Data in this exercise
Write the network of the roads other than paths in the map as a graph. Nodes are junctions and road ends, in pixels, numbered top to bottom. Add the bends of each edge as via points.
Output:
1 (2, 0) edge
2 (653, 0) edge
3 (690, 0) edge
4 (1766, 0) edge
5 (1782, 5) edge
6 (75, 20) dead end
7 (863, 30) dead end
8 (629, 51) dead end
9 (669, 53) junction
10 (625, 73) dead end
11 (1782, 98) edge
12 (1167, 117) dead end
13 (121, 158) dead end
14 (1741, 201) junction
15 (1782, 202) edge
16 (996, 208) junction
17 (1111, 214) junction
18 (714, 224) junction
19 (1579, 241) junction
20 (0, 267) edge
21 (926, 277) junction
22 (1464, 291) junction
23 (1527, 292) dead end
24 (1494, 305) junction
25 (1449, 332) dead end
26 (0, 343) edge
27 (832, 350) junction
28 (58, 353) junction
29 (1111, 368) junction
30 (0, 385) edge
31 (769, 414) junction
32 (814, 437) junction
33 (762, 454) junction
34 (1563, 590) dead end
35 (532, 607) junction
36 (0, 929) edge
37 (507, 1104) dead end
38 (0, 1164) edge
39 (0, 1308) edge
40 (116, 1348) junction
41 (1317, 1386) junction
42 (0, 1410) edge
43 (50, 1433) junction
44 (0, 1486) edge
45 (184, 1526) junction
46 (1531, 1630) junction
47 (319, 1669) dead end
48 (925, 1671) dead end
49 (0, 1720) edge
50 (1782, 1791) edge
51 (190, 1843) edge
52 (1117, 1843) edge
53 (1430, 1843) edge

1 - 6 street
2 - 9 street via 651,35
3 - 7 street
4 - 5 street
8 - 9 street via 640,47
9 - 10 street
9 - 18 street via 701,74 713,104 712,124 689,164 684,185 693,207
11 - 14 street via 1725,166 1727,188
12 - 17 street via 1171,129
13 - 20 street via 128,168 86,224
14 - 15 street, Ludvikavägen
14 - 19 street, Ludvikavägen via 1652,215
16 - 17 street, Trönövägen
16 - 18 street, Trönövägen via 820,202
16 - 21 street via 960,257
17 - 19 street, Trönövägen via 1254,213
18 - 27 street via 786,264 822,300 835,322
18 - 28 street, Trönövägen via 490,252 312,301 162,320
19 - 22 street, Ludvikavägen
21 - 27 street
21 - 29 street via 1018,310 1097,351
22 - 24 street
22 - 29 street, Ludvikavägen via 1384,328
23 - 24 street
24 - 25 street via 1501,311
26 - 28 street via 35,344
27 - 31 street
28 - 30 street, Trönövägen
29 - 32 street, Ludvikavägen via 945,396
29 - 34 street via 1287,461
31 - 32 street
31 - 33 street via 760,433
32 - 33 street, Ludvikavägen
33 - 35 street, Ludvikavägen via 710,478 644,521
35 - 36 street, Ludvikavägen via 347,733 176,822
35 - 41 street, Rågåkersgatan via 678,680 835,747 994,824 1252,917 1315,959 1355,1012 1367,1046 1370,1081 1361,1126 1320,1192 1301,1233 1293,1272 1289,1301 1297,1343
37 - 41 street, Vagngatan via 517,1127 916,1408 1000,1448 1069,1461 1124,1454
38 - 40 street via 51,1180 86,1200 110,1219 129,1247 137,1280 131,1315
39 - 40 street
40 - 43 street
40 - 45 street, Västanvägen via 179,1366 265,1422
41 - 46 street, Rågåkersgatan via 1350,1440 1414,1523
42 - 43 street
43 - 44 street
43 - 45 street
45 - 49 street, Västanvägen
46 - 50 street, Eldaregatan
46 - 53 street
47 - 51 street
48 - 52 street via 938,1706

Required work
Give the data again, exactly as it appears above.

Solution to the problem
Write the network of the roads other than paths in the map as a graph. Nodes are junctions and road ends, in pixels, numbered top to bottom. Add the bends of each edge as via points.
Output:
1 (2, 0) edge
2 (653, 0) edge
3 (690, 0) edge
4 (1766, 0) edge
5 (1782, 5) edge
6 (75, 20) dead end
7 (863, 30) dead end
8 (629, 51) dead end
9 (669, 53) junction
10 (625, 73) dead end
11 (1782, 98) edge
12 (1167, 117) dead end
13 (121, 158) dead end
14 (1741, 201) junction
15 (1782, 202) edge
16 (996, 208) junction
17 (1111, 214) junction
18 (714, 224) junction
19 (1579, 241) junction
20 (0, 267) edge
21 (926, 277) junction
22 (1464, 291) junction
23 (1527, 292) dead end
24 (1494, 305) junction
25 (1449, 332) dead end
26 (0, 343) edge
27 (832, 350) junction
28 (58, 353) junction
29 (1111, 368) junction
30 (0, 385) edge
31 (769, 414) junction
32 (814, 437) junction
33 (762, 454) junction
34 (1563, 590) dead end
35 (532, 607) junction
36 (0, 929) edge
37 (507, 1104) dead end
38 (0, 1164) edge
39 (0, 1308) edge
40 (116, 1348) junction
41 (1317, 1386) junction
42 (0, 1410) edge
43 (50, 1433) junction
44 (0, 1486) edge
45 (184, 1526) junction
46 (1531, 1630) junction
47 (319, 1669) dead end
48 (925, 1671) dead end
49 (0, 1720) edge
50 (1782, 1791) edge
51 (190, 1843) edge
52 (1117, 1843) edge
53 (1430, 1843) edge

1 - 6 street
2 - 9 street via 651,35
3 - 7 street
4 - 5 street
8 - 9 street via 640,47
9 - 10 street
9 - 18 street via 701,74 713,104 712,124 689,164 684,185 693,207
11 - 14 street via 1725,166 1727,188
12 - 17 street via 1171,129
13 - 20 street via 128,168 86,224
14 - 15 street, Ludvikavägen
14 - 19 street, Ludvikavägen via 1652,215
16 - 17 street, Trönövägen
16 - 18 street, Trönövägen via 820,202
16 - 21 street via 960,257
17 - 19 street, Trönövägen via 1254,213
18 - 27 street via 786,264 822,300 835,322
18 - 28 street, Trönövägen via 490,252 312,301 162,320
19 - 22 street, Ludvikavägen
21 - 27 street
21 - 29 street via 1018,310 1097,351
22 - 24 street
22 - 29 street, Ludvikavägen via 1384,328
23 - 24 street
24 - 25 street via 1501,311
26 - 28 street via 35,344
27 - 31 street
28 - 30 street, Trönövägen
29 - 32 street, Ludvikavägen via 945,396
29 - 34 street via 1287,461
31 - 32 street
31 - 33 street via 760,433
32 - 33 street, Ludvikavägen
33 - 35 street, Ludvikavägen via 710,478 644,521
35 - 36 street, Ludvikavägen via 347,733 176,822
35 - 41 street, Rågåkersgatan via 678,680 835,747 994,824 1252,917 1315,959 1355,1012 1367,1046 1370,1081 1361,1126 1320,1192 1301,1233 1293,1272 1289,1301 1297,1343
37 - 41 street, Vagngatan via 517,1127 916,1408 1000,1448 1069,1461 1124,1454
38 - 40 street via 51,1180 86,1200 110,1219 129,1247 137,1280 131,1315
39 - 40 street
40 - 43 street
40 - 45 street, Västanvägen via 179,1366 265,1422
41 - 46 street, Rågåkersgatan via 1350,1440 1414,1523
42 - 43 street
43 - 44 street
43 - 45 street
45 - 49 street, Västanvägen
46 - 50 street, Eldaregatan
46 - 53 street
47 - 51 street
48 - 52 street via 938,1706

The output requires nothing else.